In Koya Palmer met with the president and officers of the new University of Koya. Palmer made a commitment to provide books for the new university library and to help to attract foreign guest lecturers and visiting professors. He then drove to Suleimani and met the next morning with the minister of education for the eastern region of Kurdistan, Dr. Akhtar Najmadin, and her staff. He gave a well‐attended lecture for students and faculty. After meetings with several faculties, he gave a lecture for civic and political leaders and journalists on the rule of law, legal impartiality, and social and political pluralism.
For both presentations, Palmer’s Powerpoint presentations were translated into Kurdish and his remarks were translated by a leading Kurdish journalist, who is now translating Bastiat and Hayek into Kurdish. Both lectures were filmed and shown on television, and Palmer was interviewed by two newspapers, including the leading “Voice of Kurdistan” paper. A major theme of the interviews was the importance of eliminating price controls and freeing prices to “tell the truth.” As Palmer remarked afterward, “Iraqis generally understand how price controls create shortages, long lines, and corruption. They understand that the real cost of goods and services goes up under price controls, when you add in the waiting time and the bribes that have to be paid. In fact, they get the point better than most Americans do, because they see the bad effects of price controls before their eyes.”

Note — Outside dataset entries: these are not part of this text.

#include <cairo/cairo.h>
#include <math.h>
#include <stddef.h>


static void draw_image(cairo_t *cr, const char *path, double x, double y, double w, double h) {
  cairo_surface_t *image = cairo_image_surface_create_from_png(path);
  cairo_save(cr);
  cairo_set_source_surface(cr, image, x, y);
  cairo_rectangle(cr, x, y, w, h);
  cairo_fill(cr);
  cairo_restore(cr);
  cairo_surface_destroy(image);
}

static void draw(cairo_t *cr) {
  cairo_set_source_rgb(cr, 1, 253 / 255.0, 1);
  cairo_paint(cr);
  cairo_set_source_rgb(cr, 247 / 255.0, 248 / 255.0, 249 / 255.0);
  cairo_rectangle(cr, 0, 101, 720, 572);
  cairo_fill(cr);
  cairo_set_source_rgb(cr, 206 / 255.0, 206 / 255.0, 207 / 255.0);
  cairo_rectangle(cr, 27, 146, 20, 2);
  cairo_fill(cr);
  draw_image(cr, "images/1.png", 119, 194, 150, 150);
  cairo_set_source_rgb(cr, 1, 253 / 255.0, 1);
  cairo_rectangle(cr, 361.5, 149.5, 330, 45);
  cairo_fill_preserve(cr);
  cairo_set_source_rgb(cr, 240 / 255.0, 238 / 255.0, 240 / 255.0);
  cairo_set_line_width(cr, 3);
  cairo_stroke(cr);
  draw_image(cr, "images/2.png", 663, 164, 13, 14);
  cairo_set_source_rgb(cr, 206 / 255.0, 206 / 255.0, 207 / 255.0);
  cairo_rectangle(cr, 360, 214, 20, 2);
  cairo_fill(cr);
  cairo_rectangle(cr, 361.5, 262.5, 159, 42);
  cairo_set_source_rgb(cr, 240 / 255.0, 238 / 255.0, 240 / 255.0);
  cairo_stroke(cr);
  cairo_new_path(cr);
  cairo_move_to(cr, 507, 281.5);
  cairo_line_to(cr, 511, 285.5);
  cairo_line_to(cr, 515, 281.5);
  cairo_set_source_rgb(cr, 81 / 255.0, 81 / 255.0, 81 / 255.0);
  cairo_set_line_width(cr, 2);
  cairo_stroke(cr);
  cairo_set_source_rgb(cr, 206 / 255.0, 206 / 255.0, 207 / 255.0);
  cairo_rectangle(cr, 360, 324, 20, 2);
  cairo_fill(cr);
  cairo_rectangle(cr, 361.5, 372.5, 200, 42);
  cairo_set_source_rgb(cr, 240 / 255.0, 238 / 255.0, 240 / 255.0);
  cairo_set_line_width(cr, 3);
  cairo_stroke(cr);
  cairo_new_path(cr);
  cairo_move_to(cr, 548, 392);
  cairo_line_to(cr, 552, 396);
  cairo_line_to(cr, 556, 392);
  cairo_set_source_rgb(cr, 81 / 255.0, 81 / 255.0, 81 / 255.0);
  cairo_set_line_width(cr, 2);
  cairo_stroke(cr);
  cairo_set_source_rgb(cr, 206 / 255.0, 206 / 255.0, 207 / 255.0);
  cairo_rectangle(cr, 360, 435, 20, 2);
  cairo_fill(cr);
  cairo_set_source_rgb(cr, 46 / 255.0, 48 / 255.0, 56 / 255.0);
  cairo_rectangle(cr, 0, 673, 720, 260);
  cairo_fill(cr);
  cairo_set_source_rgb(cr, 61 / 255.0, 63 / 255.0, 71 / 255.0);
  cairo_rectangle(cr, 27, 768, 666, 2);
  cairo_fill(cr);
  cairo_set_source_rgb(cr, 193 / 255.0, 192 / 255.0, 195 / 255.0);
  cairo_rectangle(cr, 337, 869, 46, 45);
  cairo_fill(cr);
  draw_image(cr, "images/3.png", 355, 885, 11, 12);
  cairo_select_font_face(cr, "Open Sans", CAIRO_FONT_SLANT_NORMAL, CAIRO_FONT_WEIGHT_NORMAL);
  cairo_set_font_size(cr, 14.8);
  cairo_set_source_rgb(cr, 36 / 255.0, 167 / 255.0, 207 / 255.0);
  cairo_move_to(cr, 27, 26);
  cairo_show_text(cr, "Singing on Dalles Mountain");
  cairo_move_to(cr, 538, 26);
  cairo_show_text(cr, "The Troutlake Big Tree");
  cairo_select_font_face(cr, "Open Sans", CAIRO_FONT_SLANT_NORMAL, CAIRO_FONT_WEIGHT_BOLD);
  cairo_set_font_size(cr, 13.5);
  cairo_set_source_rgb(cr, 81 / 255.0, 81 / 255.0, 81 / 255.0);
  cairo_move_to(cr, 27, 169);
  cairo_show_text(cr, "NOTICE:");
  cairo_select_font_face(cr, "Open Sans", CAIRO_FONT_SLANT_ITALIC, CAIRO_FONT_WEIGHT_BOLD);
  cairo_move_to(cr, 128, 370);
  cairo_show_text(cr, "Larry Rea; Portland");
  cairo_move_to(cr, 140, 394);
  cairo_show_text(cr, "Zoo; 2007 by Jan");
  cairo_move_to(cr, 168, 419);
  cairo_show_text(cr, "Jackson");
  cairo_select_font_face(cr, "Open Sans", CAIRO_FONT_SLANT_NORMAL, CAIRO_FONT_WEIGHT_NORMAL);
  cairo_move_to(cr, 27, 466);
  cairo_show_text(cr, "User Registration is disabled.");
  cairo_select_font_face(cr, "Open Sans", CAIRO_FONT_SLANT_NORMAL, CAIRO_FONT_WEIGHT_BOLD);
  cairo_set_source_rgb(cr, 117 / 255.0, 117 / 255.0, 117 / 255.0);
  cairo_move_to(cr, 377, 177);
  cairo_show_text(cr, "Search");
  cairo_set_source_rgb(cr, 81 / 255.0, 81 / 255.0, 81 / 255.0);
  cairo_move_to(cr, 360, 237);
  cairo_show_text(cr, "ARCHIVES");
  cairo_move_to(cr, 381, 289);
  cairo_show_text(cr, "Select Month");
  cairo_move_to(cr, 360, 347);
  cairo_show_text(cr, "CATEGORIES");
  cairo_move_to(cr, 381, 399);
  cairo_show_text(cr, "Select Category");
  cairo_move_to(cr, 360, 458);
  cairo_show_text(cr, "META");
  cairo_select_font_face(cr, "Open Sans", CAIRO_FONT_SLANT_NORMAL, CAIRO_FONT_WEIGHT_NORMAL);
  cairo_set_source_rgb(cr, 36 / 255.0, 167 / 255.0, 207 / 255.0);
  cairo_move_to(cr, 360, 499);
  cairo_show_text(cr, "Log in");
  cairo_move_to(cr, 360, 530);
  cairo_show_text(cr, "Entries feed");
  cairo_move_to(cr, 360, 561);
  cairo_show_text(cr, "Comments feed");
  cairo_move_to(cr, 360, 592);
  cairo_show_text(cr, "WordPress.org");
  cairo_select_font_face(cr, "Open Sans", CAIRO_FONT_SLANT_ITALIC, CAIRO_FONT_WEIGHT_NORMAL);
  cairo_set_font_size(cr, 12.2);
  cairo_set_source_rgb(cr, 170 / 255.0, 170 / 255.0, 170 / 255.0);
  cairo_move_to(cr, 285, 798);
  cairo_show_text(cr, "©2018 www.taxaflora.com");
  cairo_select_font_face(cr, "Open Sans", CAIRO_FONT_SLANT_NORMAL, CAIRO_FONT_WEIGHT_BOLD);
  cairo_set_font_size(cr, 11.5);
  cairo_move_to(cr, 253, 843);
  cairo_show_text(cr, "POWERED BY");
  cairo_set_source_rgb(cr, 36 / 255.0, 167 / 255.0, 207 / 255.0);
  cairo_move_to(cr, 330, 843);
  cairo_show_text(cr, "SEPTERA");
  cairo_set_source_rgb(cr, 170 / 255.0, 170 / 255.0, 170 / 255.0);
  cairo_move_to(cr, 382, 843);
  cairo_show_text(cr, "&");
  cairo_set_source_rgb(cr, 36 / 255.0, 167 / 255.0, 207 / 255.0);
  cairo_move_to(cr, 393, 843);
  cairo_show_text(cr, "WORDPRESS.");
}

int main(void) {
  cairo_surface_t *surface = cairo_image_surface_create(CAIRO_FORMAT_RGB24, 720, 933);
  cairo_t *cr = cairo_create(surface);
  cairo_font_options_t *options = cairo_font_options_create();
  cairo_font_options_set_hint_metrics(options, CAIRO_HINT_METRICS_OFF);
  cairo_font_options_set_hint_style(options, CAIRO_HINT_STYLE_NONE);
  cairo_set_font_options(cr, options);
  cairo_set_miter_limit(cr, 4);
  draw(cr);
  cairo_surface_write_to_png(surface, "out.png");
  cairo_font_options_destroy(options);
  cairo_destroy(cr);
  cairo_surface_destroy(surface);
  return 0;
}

Palmer is now working with the Iraqi Institute for Economic Reform on a major public campaign to explain the role of free prices to Iraqis. Gasoline prices are controlled far below the market level, and modest efforts to raise prices led to public disorder, with rioters burning some gas stations. Little effort had been made to explain to the public the benefits of free prices or the enormous costs of subsidized or below‐market prices. A campaign is also planned to explain in clear language the costs of continuing the system of foodstuff rationing that is a legacy of the Saddam regime and the international sanctions placed on Iraq. If successful, the campaign, which will use television and radio, essay contests in all regions of Iraq and newspaper articles, may be expanded and applied to other areas of the economy.
Said Palmer: “It is vitally important that freedom be grasped by the people of the Middle East. They are more likely to grasp it themselves if they have access to the tried and true ideas of freedom, and that is what our Lamp of Liberty project and our other initiatives in the Middle East are trying to facilitate. Without economic and personal freedom, the Middle East will suffer indefinitely from tyranny and conflict, which will be truly terrible for the people who live there and bad for the rest of the world. We cannot afford to fail.”